One of my favorite books is All the Light We Cannot See, by Anthony Doerr. So, when Doerr came out with his next work, Cloud Cuckoo Land, I had to read it, despite the wacky name.
In All the Light We Cannot See, Doerr creates two characters whose World War II story arcs alternate between chapters until near the end of the book when they come together. In Cloud Cuckoo Land, Doerr ups the ante with five major characters spanning time in the 15th, 20th, 21st, and even into the 22nd centuries. He keeps you guessing how they will connect to near the end of the over 600 pages of the novel. I kept guessing but was wrong most of the time.
The common glue is the tale of Cloud Cuckoo Land, a Greek tale by Antonius Diogenes about Aethon, a shepherd on a quest to find the fabled paradise in the sky. Reading the author notes at the end, you find that there is no proof that Diogenes wrote such a tale, but that many of his works are lost. So, who knows?
The thing that kept me engaged is the writing. Doerr is a master of the craft. The descriptive detail is mystical. I appreciated each story as a stand-alone tale. Early on, I researched reviews of the book to see how these stories could be related. You are reading this, so you know they are not, at least not until the end.
So, carve out time to read a long novel, sit back, and enjoy.
May 4, 2022
The Immortality Key

When I first encountered The Immortality Key, I was skeptical. Proving that the earliest religions used psychedelics? Was this written by Timothy Leary? No, it turns out that the author, Brian Muraresku, is a brilliant man trained in the classics (Latin, Greek) and got a law degree to earn a living. He then traveled the world to investigate whether ancient man spiked their beer and wine with mind-altering drugs.

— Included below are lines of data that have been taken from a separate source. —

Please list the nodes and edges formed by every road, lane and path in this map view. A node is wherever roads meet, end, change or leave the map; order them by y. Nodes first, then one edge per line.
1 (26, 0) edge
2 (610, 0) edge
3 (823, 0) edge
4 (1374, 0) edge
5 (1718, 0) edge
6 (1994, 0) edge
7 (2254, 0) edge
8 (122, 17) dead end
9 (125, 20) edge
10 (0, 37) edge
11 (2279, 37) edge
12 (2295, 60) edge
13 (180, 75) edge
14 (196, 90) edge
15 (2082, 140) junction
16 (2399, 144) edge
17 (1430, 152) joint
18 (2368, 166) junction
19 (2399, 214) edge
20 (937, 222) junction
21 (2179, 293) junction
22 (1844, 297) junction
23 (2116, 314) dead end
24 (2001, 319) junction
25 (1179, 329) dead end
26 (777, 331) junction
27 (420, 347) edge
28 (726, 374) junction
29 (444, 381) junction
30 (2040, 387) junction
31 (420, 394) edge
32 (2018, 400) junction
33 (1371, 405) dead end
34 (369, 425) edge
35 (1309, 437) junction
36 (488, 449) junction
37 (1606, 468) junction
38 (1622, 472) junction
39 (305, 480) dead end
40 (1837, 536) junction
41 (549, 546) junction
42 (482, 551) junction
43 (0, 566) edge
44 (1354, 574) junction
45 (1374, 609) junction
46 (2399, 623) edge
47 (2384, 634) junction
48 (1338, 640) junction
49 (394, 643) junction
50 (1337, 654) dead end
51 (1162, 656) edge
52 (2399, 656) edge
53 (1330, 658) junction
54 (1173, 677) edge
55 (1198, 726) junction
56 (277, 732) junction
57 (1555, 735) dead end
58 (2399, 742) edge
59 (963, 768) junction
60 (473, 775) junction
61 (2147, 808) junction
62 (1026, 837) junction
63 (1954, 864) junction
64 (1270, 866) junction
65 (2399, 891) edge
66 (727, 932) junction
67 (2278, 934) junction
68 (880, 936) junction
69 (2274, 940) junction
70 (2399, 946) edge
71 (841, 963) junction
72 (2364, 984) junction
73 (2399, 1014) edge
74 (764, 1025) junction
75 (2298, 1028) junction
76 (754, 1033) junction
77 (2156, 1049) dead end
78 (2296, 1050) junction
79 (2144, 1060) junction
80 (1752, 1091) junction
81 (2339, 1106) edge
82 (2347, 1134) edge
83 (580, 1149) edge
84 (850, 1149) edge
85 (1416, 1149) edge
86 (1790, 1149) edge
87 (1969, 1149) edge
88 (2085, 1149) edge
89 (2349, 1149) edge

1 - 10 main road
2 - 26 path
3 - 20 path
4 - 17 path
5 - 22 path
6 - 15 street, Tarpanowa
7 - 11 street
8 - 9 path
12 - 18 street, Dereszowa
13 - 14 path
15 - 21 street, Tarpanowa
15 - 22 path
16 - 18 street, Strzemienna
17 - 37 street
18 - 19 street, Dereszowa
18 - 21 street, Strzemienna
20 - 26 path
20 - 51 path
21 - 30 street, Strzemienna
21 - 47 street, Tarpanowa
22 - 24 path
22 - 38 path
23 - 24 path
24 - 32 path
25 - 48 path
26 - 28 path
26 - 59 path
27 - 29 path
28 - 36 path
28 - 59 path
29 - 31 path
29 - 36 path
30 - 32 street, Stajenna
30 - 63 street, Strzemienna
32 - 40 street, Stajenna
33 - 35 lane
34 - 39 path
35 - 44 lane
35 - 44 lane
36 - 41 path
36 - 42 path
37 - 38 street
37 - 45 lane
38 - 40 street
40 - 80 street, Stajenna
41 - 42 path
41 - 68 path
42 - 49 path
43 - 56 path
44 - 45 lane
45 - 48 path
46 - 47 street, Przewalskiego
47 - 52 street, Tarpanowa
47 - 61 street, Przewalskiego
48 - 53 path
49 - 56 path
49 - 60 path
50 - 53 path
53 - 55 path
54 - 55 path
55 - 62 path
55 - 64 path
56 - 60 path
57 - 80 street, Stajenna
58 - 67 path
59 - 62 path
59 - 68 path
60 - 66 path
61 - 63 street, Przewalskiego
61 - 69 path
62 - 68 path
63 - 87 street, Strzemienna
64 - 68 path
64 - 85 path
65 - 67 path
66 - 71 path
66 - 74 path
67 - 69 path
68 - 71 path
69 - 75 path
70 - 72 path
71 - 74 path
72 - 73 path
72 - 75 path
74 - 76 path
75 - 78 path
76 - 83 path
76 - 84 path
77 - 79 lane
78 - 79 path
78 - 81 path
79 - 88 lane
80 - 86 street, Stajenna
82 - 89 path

The book spends the first third working with archeologists who have been able to determine that, indeed his premise in likely. Then, the author explores his Catholic roots, or rather, the early Christian church. This was the most interesting part. He explores the gospel of John, setting Mathew, Mark, and Luke aside, because John parallels the Greek myths so closely, particularly that of Dionysus, right down to the Last Supper.

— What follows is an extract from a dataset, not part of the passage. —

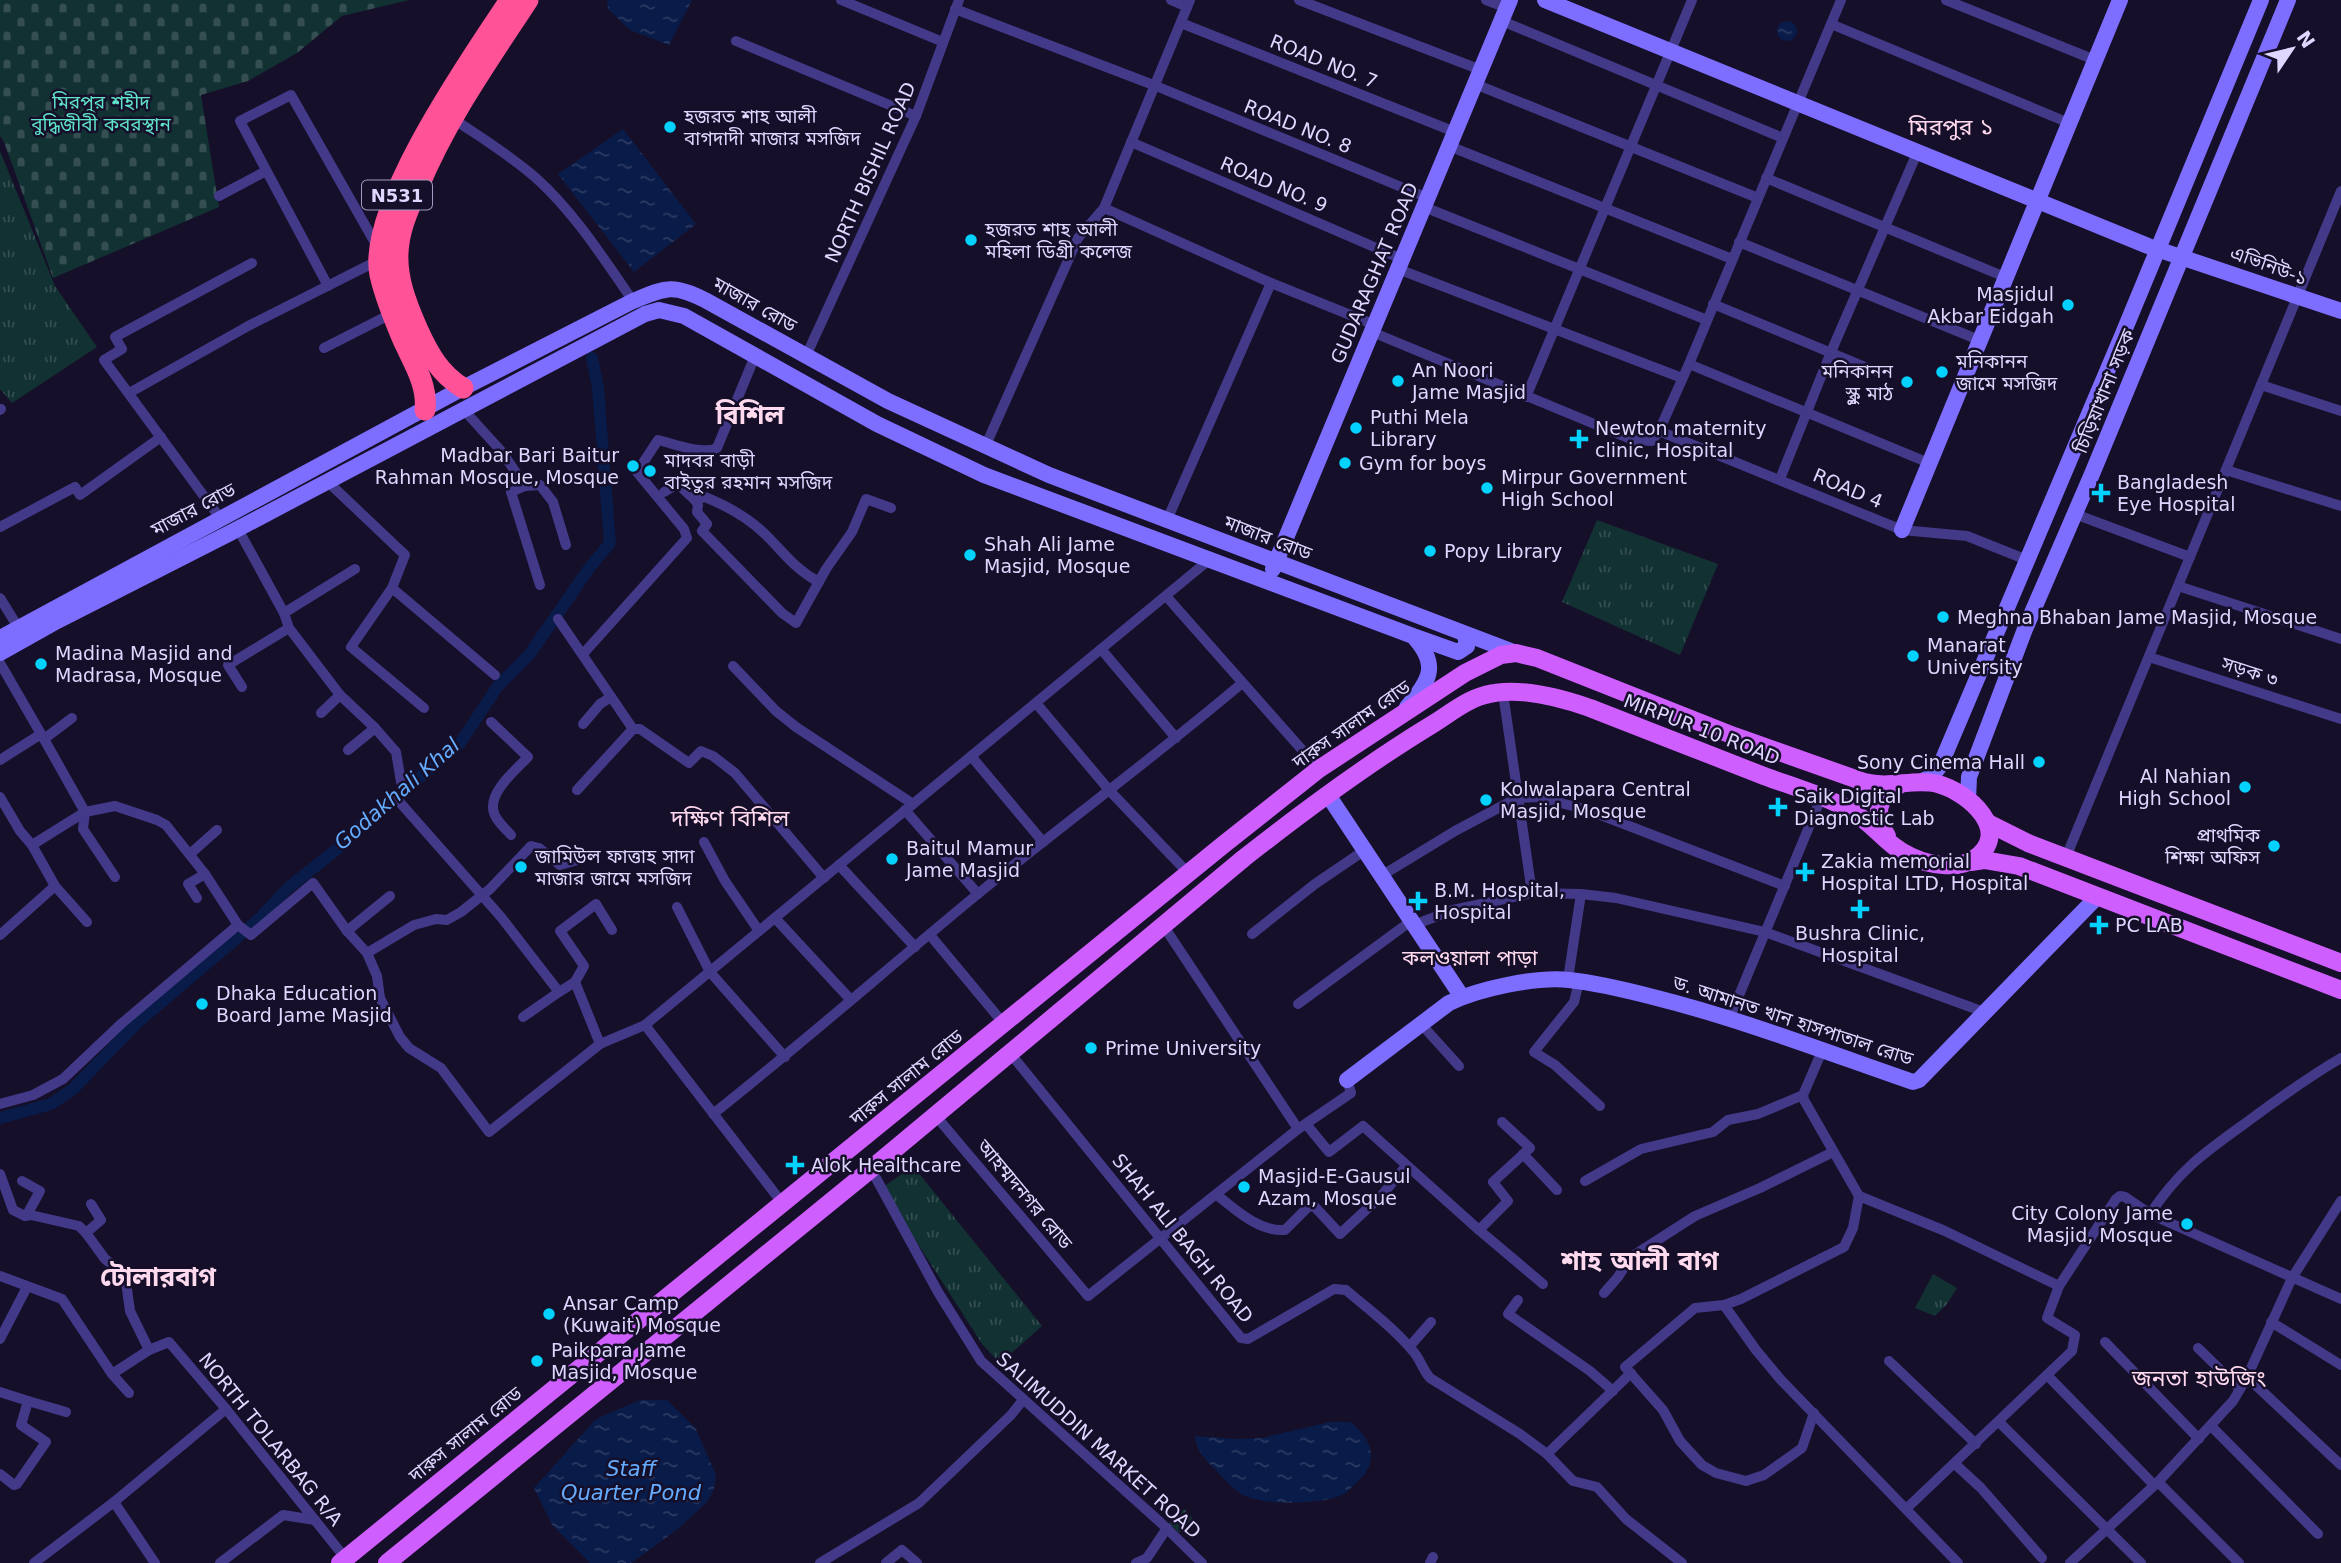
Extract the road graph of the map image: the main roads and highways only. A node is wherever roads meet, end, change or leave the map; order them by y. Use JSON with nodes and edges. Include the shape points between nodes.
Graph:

The author also notes how the early church was woman-centric, a far cry from today’s.
He does all this keeping the writing lively, using modern lingo, not scholarly prose. He takes the reader along, setting a pace that is close to adventure fiction.

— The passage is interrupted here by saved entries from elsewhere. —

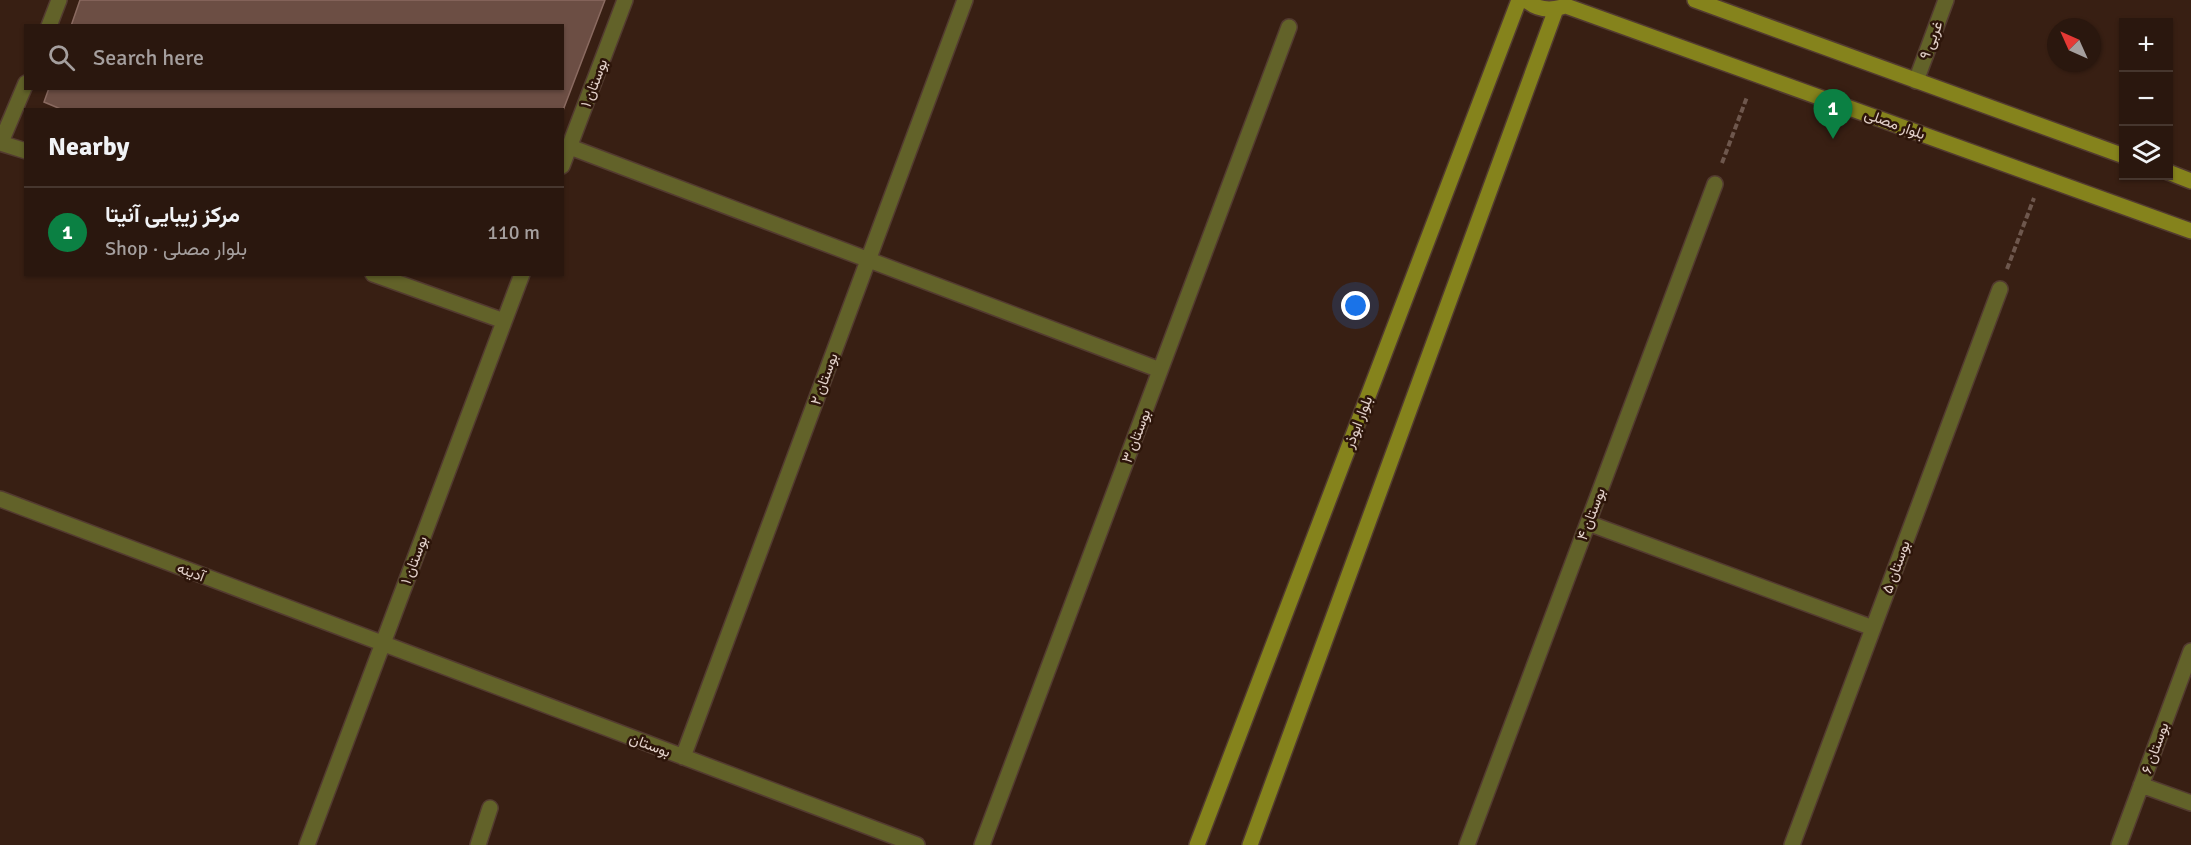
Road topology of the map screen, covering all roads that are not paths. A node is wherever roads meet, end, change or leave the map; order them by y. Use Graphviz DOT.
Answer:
graph roads {
  1 [pos="59,0"];
  2 [pos="625,0"];
  3 [pos="965,0"];
  4 [pos="1520,0"];
  5 [pos="1526,0"];
  6 [pos="1695,0"];
  7 [pos="1946,0"];
  8 [pos="1565,5"];
  9 [pos="50,24"];
  10 [pos="1289,27"];
  11 [pos="1916,81"];
  12 [pos="24,87"];
  13 [pos="1,142"];
  14 [pos="570,147"];
  15 [pos="24,149"];
  16 [pos="2119,154"];
  17 [pos="564,161"];
  18 [pos="2173,173"];
  19 [pos="2191,180"];
  20 [pos="1714,184"];
  21 [pos="2191,231"];
  22 [pos="868,260"];
  23 [pos="379,276"];
  24 [pos="521,276"];
  25 [pos="2000,290"];
  26 [pos="504,321"];
  27 [pos="1160,370"];
  28 [pos="0,498"];
  29 [pos="1588,523"];
  30 [pos="1874,628"];
  31 [pos="382,645"];
  32 [pos="2191,651"];
  33 [pos="683,757"];
  34 [pos="2141,785"];
  35 [pos="2191,803"];
  36 [pos="490,808"];
  37 [pos="307,845"];
  38 [pos="478,845"];
  39 [pos="917,845"];
  40 [pos="982,845"];
  41 [pos="1197,845"];
  42 [pos="1250,845"];
  43 [pos="1467,845"];
  44 [pos="1792,845"];
  45 [pos="2119,845"];
  1 -- 9 [label="street"];
  2 -- 14 [label="street, بوستان ۱"];
  3 -- 22 [label="street, بوستان ۲"];
  4 -- 41 [label="main road, بلوار ابوذر"];
  5 -- 8 [label="main road, بلوار مصلی"];
  6 -- 11 [label="main road"];
  7 -- 11 [label="street, ۹ غربی"];
  8 -- 21 [label="main road, بلوار مصلی"];
  8 -- 42 [label="main road"];
  10 -- 27 [label="street, بوستان ۳"];
  11 -- 16 [label="main road"];
  12 -- 13 [label="street"];
  13 -- 15 [label="street"];
  14 -- 17 [label="street, بوستان ۱"];
  14 -- 22 [label="street"];
  18 -- 19 [label="main road"];
  20 -- 29 [label="street, بوستان ۴"];
  22 -- 27 [label="street"];
  22 -- 33 [label="street, بوستان ۲"];
  23 -- 26 [label="street"];
  24 -- 26 [label="street, بوستان ۱"];
  25 -- 30 [label="street, بوستان ۵"];
  26 -- 31 [label="street, بوستان ۱"];
  27 -- 40 [label="street, بوستان ۳"];
  28 -- 31 [label="street, آدینه"];
  29 -- 30 [label="street"];
  29 -- 43 [label="street, بوستان ۴"];
  30 -- 44 [label="street, بوستان ۵"];
  31 -- 33 [label="street, بوستان"];
  31 -- 37 [label="street, بوستان ۱"];
  32 -- 34 [label="street, بوستان ۶"];
  33 -- 39 [label="street, بوستان"];
  34 -- 35 [label="street"];
  34 -- 45 [label="street, بوستان ۶"];
  36 -- 38 [label="street"];
}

It’s a long read, but worth it.
April 19, 2022
Happy Endings?

You may have seen my book review of Nightmare Alley. Since that review, I’ve seen the recent movie version starring Bradley Cooper. I couldn’t let it stop there. So, I watched theoriginal 1947 version with Tyrone Power. As you might expect, the early version, released just two years after the book hit the market, is truer to the language of the 1940s. People talked differently then, used expressions long forgotten. However, there was a striking difference. The original movie had a happy ending. Well, a reasonably happy ending.
Spoiler Alert: I tell how the story ends.
The book and both movies spend time in the carney where a “geek” is featured. No, it’s not a computer geek, but a poor alcohol-saturated fellow who bites the heads off chickens for the amusement of the crowd and for his next bottle of booze. We follow a man who starts in the carney as an assistant to a mentalist and follows that career as a mentalist himself, making it to the big time. But they find our hero is a fake, and he descends into the life of an alcoholic bum.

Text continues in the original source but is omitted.